Rz. 1

Nach § 1939 BGB ist das Vermächtnis eine Verfügung von Todes wegen, durch die der Erblasser dem Bedachten (Vermächtnisnehmer), ohne ihn als Erben einzusetzen, einen Anspruch auf Leistung gegen den Beschwerten zuwendet. Das Vermächtnis ist daher zu unterscheiden und abzugrenzen von der Erbeinsetzung (§§ 2087 ff. BGB), von der Auflage (§ 1940 BGB), von der Belastung des Pflichtteils (§ 2304 BGB), von der Schenkung unter Lebenden (§ 516 BGB), von der Schenkung von Todes wegen (§ 2301 BGB), vom Vertrag zugunsten Dritter nach Todesfall (§§ 328, 331 BGB) und von der Zuwendung des einem Abkömmling entzogenen Anteils am Gesamtgut einer fortgesetzten Gütergemeinschaft (§ 1514 BGB).

 

Rz. 2

Das Vermächtnis selbst kann nur durch Testament (§ 1939 BGB) oder Erbvertrag (§ 1941 BGB) angeordnet werden. Im Falle eines gemeinschaftlichen Testaments ist eine wechselbezügliche Anordnung möglich (§ 2070 Abs. 3 BGB).

 

Rz. 3

Der Vermächtnisnehmer erhält so durch die Vermächtnisanordnung einen Anspruch gegen den Beschwerten (§ 2147 BGB). In der Regel ist der Erbe der Beschwerte (§ 2147 S. 2 BGB). Ist der Vermächtnisnehmer mit einem Vermächtnis beschwert, liegt ein Untervermächtnis vor.
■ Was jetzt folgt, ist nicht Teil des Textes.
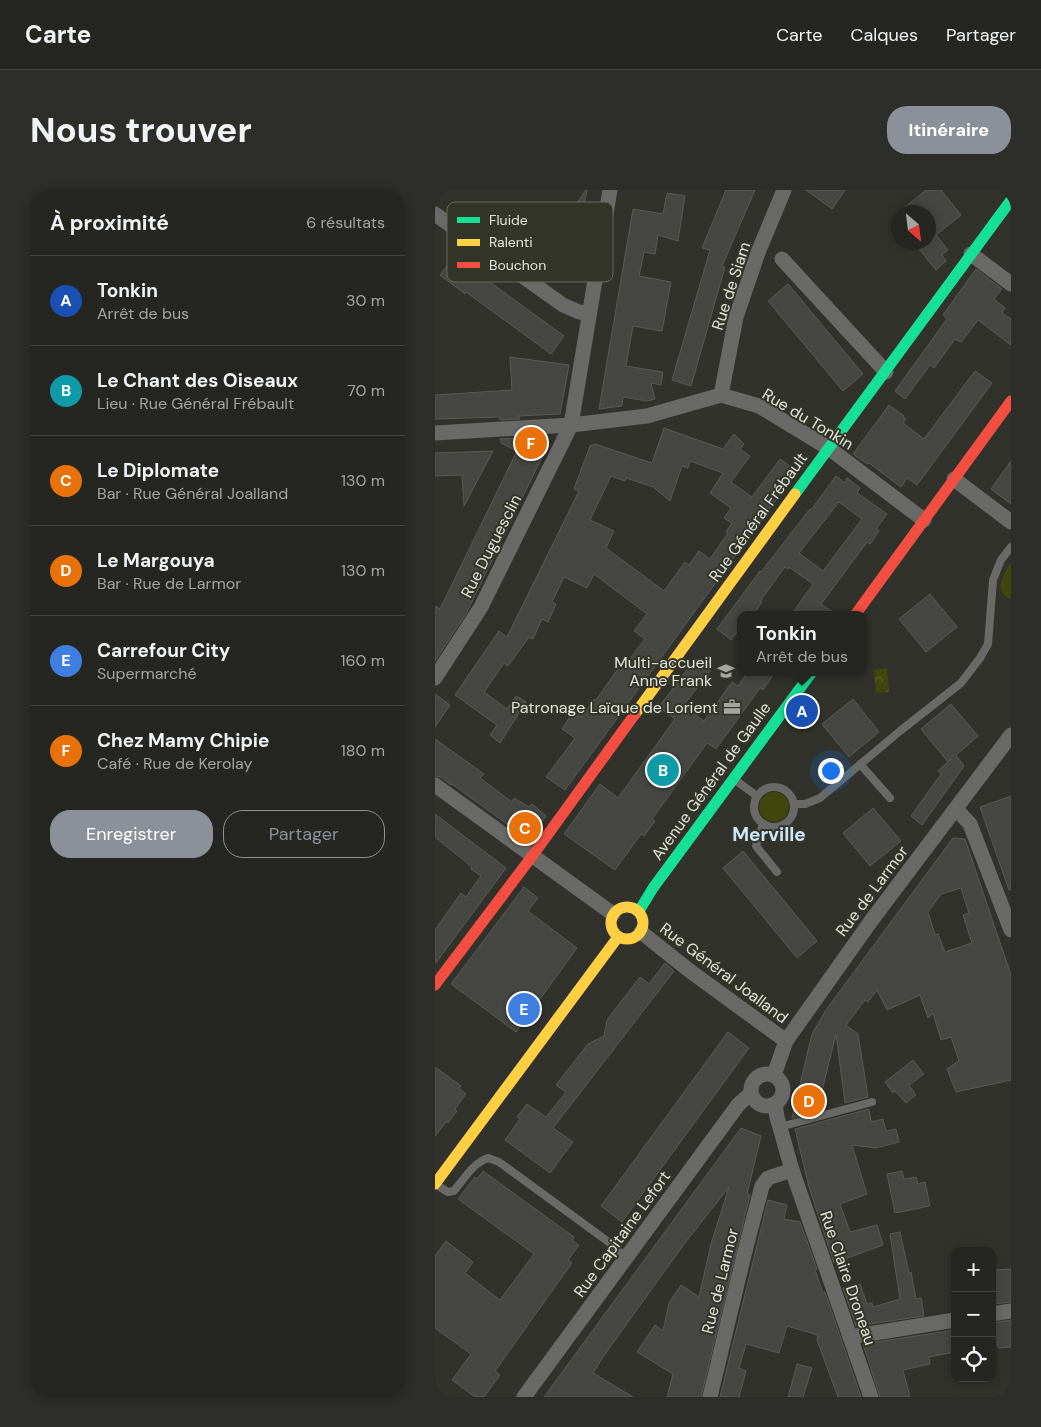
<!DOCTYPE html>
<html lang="fr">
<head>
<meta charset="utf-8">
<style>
  :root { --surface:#252621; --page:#2d2e2a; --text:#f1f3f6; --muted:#a3a5a5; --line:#42433f; --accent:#8c9099 }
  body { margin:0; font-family:"DM Sans",sans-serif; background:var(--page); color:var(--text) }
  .controls { position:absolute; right:15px; bottom:15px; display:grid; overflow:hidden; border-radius:10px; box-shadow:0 2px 12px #0003 }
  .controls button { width:45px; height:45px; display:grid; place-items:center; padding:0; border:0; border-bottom:1px solid var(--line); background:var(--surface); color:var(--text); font:25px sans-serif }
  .compass { position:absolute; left:456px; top:15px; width:45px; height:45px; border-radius:50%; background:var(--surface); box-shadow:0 2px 12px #0003; rotate:152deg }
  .you { position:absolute; left:395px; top:580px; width:18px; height:18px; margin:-12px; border:4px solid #fff; border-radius:50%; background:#1a73e8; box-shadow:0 0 0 8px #1a73e833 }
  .badge { display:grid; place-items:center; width:32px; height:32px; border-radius:50%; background:var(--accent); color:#fff; font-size:16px; font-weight:700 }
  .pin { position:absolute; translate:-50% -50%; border:2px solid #fff; box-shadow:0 1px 5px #0006 }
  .popup { position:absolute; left:302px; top:421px; width:130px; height:65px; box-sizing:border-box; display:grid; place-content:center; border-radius:10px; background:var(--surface); filter:drop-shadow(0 1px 4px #0005); font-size:16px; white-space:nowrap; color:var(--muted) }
  .popup b { font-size:19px; color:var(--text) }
  .popup::after { content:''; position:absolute; left:50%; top:100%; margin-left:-10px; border:10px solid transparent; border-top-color:var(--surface) }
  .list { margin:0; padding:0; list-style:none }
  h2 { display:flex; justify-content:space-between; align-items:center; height:65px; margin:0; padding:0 20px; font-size:21px }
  h2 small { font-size:16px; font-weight:400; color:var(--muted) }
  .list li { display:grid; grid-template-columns:32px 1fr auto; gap:15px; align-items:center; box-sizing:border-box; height:90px; padding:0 20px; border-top:1px solid var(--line) }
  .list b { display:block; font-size:19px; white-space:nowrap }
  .list p { margin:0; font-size:16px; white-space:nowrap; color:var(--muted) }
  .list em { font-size:16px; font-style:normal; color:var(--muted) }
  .actions { display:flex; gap:10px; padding:15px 20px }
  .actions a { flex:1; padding:11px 0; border:1px solid var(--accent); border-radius:20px; text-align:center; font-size:18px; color:var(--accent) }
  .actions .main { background:var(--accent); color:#fff }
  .icon { flex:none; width:28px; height:28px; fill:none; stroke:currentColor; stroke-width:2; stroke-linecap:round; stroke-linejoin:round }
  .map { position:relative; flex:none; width:576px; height:1207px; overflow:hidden; border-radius:20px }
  header { display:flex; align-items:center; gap:30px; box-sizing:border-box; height:70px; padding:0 25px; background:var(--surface); border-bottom:1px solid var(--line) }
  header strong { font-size:24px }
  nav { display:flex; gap:28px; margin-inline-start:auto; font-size:18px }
  .intro { display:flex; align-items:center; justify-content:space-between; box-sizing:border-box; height:120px; padding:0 30px }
  h1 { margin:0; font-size:35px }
  .button { padding:12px 22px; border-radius:20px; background:var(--accent); color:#fff; font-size:18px; font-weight:700 }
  main { display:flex; gap:30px; padding:0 30px }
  aside { flex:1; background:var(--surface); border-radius:20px; box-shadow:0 2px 12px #0003 }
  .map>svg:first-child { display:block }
  .grass { fill:#41460c }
  .park { fill:url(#park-crowns) }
  .building { fill:#464742; stroke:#595a55; fill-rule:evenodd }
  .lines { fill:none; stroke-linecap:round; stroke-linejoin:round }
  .lane { stroke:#696967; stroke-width:8 }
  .street { stroke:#696967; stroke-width:15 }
  .fast { stroke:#16e098; stroke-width:11 }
  .slow { stroke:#ffcf43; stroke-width:11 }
  .jam { stroke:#f24e42; stroke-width:11 }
  .labels { text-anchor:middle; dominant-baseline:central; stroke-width:4; stroke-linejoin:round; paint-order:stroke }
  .street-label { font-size:16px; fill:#e3e4dd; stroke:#333529 }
  .poi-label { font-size:16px; fill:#e3e4dd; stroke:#333529; text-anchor:end }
  .quarter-label { font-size:19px; font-weight:bold; fill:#cde6fc; stroke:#333529 }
  .key { fill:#333529; stroke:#686a5f; stroke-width:1 }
  .key-label { font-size:14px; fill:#e3e4dd }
</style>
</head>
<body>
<header>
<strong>Carte</strong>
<nav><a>Carte</a><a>Calques</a><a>Partager</a></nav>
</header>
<div class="intro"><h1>Nous trouver</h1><a class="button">Itinéraire</a></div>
<main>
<aside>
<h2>À proximité<small>6 résultats</small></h2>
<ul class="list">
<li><span class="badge" style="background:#1a4fb4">A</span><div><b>Tonkin</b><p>Arrêt de bus</p></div><em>30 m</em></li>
<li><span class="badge" style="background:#0f9aa8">B</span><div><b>Le Chant des Oiseaux</b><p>Lieu · Rue Général Frébault</p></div><em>70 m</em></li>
<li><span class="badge" style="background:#e8710a">C</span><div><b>Le Diplomate</b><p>Bar · Rue Général Joalland</p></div><em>130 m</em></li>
<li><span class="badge" style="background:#e8710a">D</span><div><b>Le Margouya</b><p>Bar · Rue de Larmor</p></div><em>130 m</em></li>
<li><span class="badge" style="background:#3f7fe0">E</span><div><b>Carrefour City</b><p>Supermarché</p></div><em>160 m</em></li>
<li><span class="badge" style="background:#e8710a">F</span><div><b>Chez Mamy Chipie</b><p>Café · Rue de Kerolay</p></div><em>180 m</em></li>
</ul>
<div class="actions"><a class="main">Enregistrer</a><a>Partager</a></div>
</aside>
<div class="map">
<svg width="576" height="1207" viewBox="0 0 576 1207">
  <defs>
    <pattern id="park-crowns" width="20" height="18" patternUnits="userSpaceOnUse" patternTransform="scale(1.25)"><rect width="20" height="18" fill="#41460c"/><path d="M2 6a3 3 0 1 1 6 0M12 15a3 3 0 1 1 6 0" fill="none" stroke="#5c612f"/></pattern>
  </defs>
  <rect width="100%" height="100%" fill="#31322c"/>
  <!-- grass -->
  <g class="grass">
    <path d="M576 373V409C557 403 568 383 576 373Z"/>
    <circle cx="339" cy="617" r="15"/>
  </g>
  <!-- park -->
  <path class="park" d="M452 478 454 502 441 503 439 480Z"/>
  <!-- building -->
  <g class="building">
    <path d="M152 0 145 35 128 32 151 0Z"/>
    <path d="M291 0H320L287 76 290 77 256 196 237 190 275 60 267 58Z"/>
    <path d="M371 0H410L397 19Z"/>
    <path d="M491 0H506L526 25 501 45 513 60 507 65 511 71 501 80 484 59 494 52V22H464Z"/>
    <path d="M232 3 250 6 243 51 223 45 220 64 209 62 204 86 236 92 227 141 198 136 191 176 228 182 226 195 216 193 220 209 212 211 188 207 187 216 164 219 198 19 228 24Z"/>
    <path d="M101 36 134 59 120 78 87 55Z"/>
    <path d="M19 66 129 146 116 164 31 102 30 104 5 85Z"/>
    <path d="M541 79 567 99 559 109 570 118 567 123 576 129V155L543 130 526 152 520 149 499 178 495 175 470 209 460 201 512 129 508 125Z"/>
    <path d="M353 94 428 184 408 201 333 111Z"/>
    <path d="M75 167 134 175 125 224 83 226 85 229 65 230V227L0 229V205L77 200Z"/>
    <path d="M540 181 557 193 482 295 472 288 466 297 434 273 432 274 418 264 454 215 469 226 468 227 471 229 468 233 489 249Z"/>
    <path d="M229 238 288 259 299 244 309 254 305 259 315 266 296 292 317 307 345 269 362 281 130 600 111 587 140 548 127 539 138 522 146 527 159 509 161 510 183 479 186 481 197 466 210 449 199 441 212 424 159 384 152 398 129 387 117 412 121 414 113 432 107 429 98 449 94 447 73 476 69 473 49 502 72 519 81 506 91 512 65 553 55 545 62 535 20 505 64 441 72 447 144 301 139 299 155 256 160 254 217 273ZM255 271 288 283 275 303 296 318 289 328 297 333 291 342 293 343 275 369 264 361 254 375 250 372 229 401 171 358 179 341 155 330 176 286 190 291 191 288 218 297 235 311 247 276 253 278Z"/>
    <path d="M97 247 109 263 31 424 0 471V416L5 419 82 261 66 253 65 249Z"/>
    <path d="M58 261 29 316 27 285 0 286V263Z"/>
    <path d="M576 271V314L556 299Z"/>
    <path d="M401 286 410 293 412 288 425 298 422 303 452 324 441 339 444 341 435 354 432 352 386 414 402 425H356L378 394 354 377 353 379 350 377 325 411 327 412 318 425H306V437L296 450 282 439 325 381 326 382 375 319 376 320ZM404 312 427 329 388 381 364 363Z"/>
    <path d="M495 404 522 437 491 462 464 429Z"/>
    <path d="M260 469 276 480 248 516 269 531 297 492 303 496 313 482H340L328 500 325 498 281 559 272 553 217 629 220 631 209 646 206 644 180 680 129 644 165 594 183 608 240 529 224 517Z"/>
    <path d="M0 504 15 515 0 537Z"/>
    <path d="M418 509 444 542 414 567 387 534Z"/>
    <path d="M516 514 543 546 521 565 529 576 487 635 476 626 506 584 503 581 516 569 513 572 486 539Z"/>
    <path d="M0 549 49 584 45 588 77 612 79 608 94 617 97 614 111 626 94 650 17 594 16 595 6 587 0 586Z"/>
    <path d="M576 606V700H574L545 617Z"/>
    <path d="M438 618 466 651 435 676 408 643Z"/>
    <path d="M0 624 71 678 0 774V740L26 703 31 707 46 686 36 679 37 677 0 647Z"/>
    <path d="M518 648 530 649 576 785V890L521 902 512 879 524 871 516 847 506 850 498 823 493 828 485 805 452 820 442 800 433 812 430 810 411 835 423 844 433 907 410 913 401 844 382 921 357 928 377 844 391 820ZM526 698 534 723 528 725 537 753 510 762 503 744 500 745 493 722 506 704Z"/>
    <path d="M308 661 382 751 362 768 288 678Z"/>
    <path d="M89 697 103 708 93 721 142 758 81 842 16 794Z"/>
    <path d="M230 773 239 781 118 938 138 952 115 983 70 950 85 929 82 927 92 914 111 927 131 902 121 895 153 854 169 846 172 830 205 787 214 794Z"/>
    <path d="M293 842 314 858 187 1032 166 1016Z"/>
    <path d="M478 870 489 884 474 895 481 905 471 913 460 901 458 903 450 892Z"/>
    <path d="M0 877 26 896 24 898 31 904 20 919 22 921 13 933 11 932 0 946Z"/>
    <path d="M434 919 436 932 448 929 451 941 461 939 464 952 441 958 417 955 432 1004 405 1014 415 1042 442 1035 448 1055 399 1073 374 997 360 939Z"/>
    <path d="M306 938 326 946 312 1004 315 1005 266 1207H232L238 1184 202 1162 220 1135 228 1141 234 1113 246 1095 264 1107 276 1054 294 997 246 1058 247 1057 168 1167 158 1183 198 1207H109Z"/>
    <path d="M48 981 139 1047 137 1050 144 1055 133 1070 137 1073 60 1181 65 1185 49 1207H40L17 1190 36 1164 0 1138V1066L11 1051 38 1072 30 1083 65 1110 99 1064 23 1009 40 987 42 989Z"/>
    <path d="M467 981 469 989 481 987 483 994 490 992 495 1016 460 1023 452 984Z"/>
    <path d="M333 1010 352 1015 349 1029 365 1032 382 1079 380 1080 388 1103 390 1102 426 1207H403L382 1150 383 1145 352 1136 344 1163 311 1154 304 1178 311 1181 304 1207H285Z"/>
    <path d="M465 1042 474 1083 476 1082 481 1109 486 1108 489 1126 421 1136 408 1098 425 1094 432 1114 437 1113 438 1117 465 1109 455 1044Z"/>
    <path d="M576 1079V1112L557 1114V1080Z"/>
    <path d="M576 1130V1157L563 1158 562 1152H557V1133Z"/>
    <path d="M520 1140V1162L494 1167 495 1174 468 1180 475 1207H445L428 1154Z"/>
    <path d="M362 1174 377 1178 368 1207H353Z"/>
  </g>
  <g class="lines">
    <!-- lane -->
    <g class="lane">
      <path d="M425 574 455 608"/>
      <path d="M300 590 322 606"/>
      <circle cx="339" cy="617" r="20"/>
      <path d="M359 614H370L385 608 465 541 526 493 545 468 553 454 558 390 566 370 576 357"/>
      <path d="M328 634 321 656 342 682"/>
      <path d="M345 937 437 912"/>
      <path d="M0 994 13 1002 19 1001C29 989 38 973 53 968L64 972 175 1053 191 1068"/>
    </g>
    <!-- street -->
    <g class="street">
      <path d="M0 24 128 115 144 122 153 123"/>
      <path d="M536 64 576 94"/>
      <path d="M347 69 451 182"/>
      <path d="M286 205 301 127 324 60 349 0"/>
      <path d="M0 243 136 235 212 226 286 205 324 216 395 259 489 330"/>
      <path d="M519 289 576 332"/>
      <path d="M0 488 46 417 136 235 175 0"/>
      <path d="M0 595 178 724"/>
      <path d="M521 619 535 634 576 740"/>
      <path d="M206 742 255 781 351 851"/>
      <circle cx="332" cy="900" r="16"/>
      <path d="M339 885 351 851 436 731 576 545"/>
      <path d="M340 914 342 927 357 980 436 1207"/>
      <path d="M557 1124 576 1121"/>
      <path d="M415 1147 520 1130"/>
      <path d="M89 1207 303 915 316 903"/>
      <path d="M275 1207 309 1065 327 996 333 988 357 980"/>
    </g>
    <!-- fast -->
    <g class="fast">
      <path d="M360 304 576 10"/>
      <path d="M204 721 218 698 377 482"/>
    </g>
    <!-- slow -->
    <g class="slow">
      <path d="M200 524 360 304"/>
      <circle cx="192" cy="733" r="16"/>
      <path d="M0 994 183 747"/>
    </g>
    <!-- jam -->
    <g class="jam">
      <path d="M420 425 576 211"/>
      <path d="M0 795 98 665 200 524"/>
    </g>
  </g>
  <!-- icons -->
  <defs>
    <g id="school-bare" transform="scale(1.35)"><path d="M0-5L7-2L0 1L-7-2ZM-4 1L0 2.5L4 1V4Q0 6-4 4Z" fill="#a5a69f" stroke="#333529" stroke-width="2.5" paint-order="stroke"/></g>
    <g id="office-bare" transform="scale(1.35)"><path d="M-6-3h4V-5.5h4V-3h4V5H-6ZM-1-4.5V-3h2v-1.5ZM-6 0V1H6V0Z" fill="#a5a69f" stroke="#333529" stroke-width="2.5" paint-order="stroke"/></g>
  </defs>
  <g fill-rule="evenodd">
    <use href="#school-bare" x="291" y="481"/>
    <use href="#office-bare" x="297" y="517"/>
  </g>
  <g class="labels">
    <!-- street labels -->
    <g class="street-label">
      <text transform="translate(296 96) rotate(-72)">Rue de Siam</text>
      <text transform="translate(373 229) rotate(31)">Rue du Tonkin</text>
      <text transform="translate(323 327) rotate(-54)">Rue Général Frébault</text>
      <text transform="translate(56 356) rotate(-63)">Rue Duguesclin</text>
      <text transform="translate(276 591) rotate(-54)">Avenue Général de Gaulle</text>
      <text transform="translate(437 701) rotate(-53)">Rue de Larmor</text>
      <text transform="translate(289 783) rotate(37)">Rue Général Joalland</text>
      <text transform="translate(187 1044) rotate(-54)">Rue Capitaine Lefort</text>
      <text transform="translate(413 1088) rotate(71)">Rue Claire Droneau</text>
      <text transform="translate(285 1091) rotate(-76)">Rue de Larmor</text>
    </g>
    <!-- poi labels -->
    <g class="poi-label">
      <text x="277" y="472">Multi-accueil<tspan x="277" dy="18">Anne Frank</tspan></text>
      <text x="283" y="517">Patronage Laïque de Lorient</text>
    </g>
    <!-- quarter labels -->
    <g class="quarter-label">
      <text x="334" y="644">Merville</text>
    </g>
  </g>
  <!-- legend -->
  <rect x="12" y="12" width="166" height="80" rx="8" class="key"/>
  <rect x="22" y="27" width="23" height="6" fill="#16e098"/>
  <rect x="22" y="49" width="23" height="7" fill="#ffcf43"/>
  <rect x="22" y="72" width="23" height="6" fill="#f24e42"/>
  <g class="key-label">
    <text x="54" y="35">Fluide</text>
    <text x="54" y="57">Ralenti</text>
    <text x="54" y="80">Bouchon</text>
  </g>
</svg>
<div class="controls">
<button>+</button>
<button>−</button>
<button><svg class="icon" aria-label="locate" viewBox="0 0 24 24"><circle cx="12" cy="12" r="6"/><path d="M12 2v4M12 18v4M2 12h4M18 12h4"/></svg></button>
</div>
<svg class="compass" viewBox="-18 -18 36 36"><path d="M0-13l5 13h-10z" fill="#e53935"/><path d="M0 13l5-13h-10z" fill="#a3a5a5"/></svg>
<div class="you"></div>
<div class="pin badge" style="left:367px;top:521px;background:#1a4fb4">A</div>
<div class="popup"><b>Tonkin</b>Arrêt de bus</div>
<div class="pin badge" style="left:228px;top:580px;background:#0f9aa8">B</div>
<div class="pin badge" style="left:90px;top:638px;background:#e8710a">C</div>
<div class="pin badge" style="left:374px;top:911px;background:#e8710a">D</div>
<div class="pin badge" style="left:89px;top:819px;background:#3f7fe0">E</div>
<div class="pin badge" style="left:96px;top:253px;background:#e8710a">F</div>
</div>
</main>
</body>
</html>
Frühestens mit dem Erbfall entsteht der Vermächtnisanspruch des Bedachten (§§ 2176 ff. BGB). In Bezug auf eine vorweggenommene Hoferbfolge wird diese im Hinblick auf § 2176 BGB dem Erbfall gleichgestellt.[1] Der durch Erbvertrag eingesetzte Hoferbe haftet so für ein Vermächtnis auch dann, wenn er diesen im Wege der vorweggenommenen Hoferbefolge erhalten hat. Der Vermächtnisanordnung kommt dabei nur eine schuldrechtliche Wirkung zu. Der Bedachte erwirbt somit den ihm zugewendeten "Vermögensvorteil" (§ 1939 BGB) erst mit der Erfüllung des Anspruchs aus § 2174 BGB.

 

Rz. 4

Sofern sich die Anordnung eines Vermächtnisses aus dem Testament oder dem Erbvertrag nicht zweifelsfrei ergibt, ist dieses/dieser auszulegen (§§ 133, 2084 BGB). Zudem ist die Auslegungsregel des § 2087 Abs. 2 BGB anzuwenden. Die Bezeichnung der Zuwendung als "Erbe" oder "Vermächtnis" ist nicht zwingend für die Qualifizierung der Zuwendung. Werden dem Bedachten nur einzelne Gegenstände zugewendet, ist im Zweifel nicht anzunehmen, dass er Erbe sein soll, auch wenn er als solcher bezeichnet ist (§ 2087 Abs. 2 BGB). Die Zuwendung eines bestimmten Gegenstandes ist in der Regel eine Vermächtnisanordnung.[2] Die Höhe des Vermächtnisses ist nicht beschränkt. Es kann daher auch den gesamten Nachlass aufzehren, ohne dass eine Erbeinsetzung anzunehmen ist.[3]

 

Rz. 5

Wendet der Erblasser sein Vermögen oder einen Bruchteil seines Vermögens dem Bedachten zu, ist die Verfügung in der Regel als Erbeinsetzung anzusehen. Dies gilt auch dann, wenn der Bedachte nicht als Erbe bezeichnet ist (§ 2087 Abs. 1 BGB). Wird diese Auslegungsregel widerlegt, spricht man von einem Universal- oder Quotenvermächtnis.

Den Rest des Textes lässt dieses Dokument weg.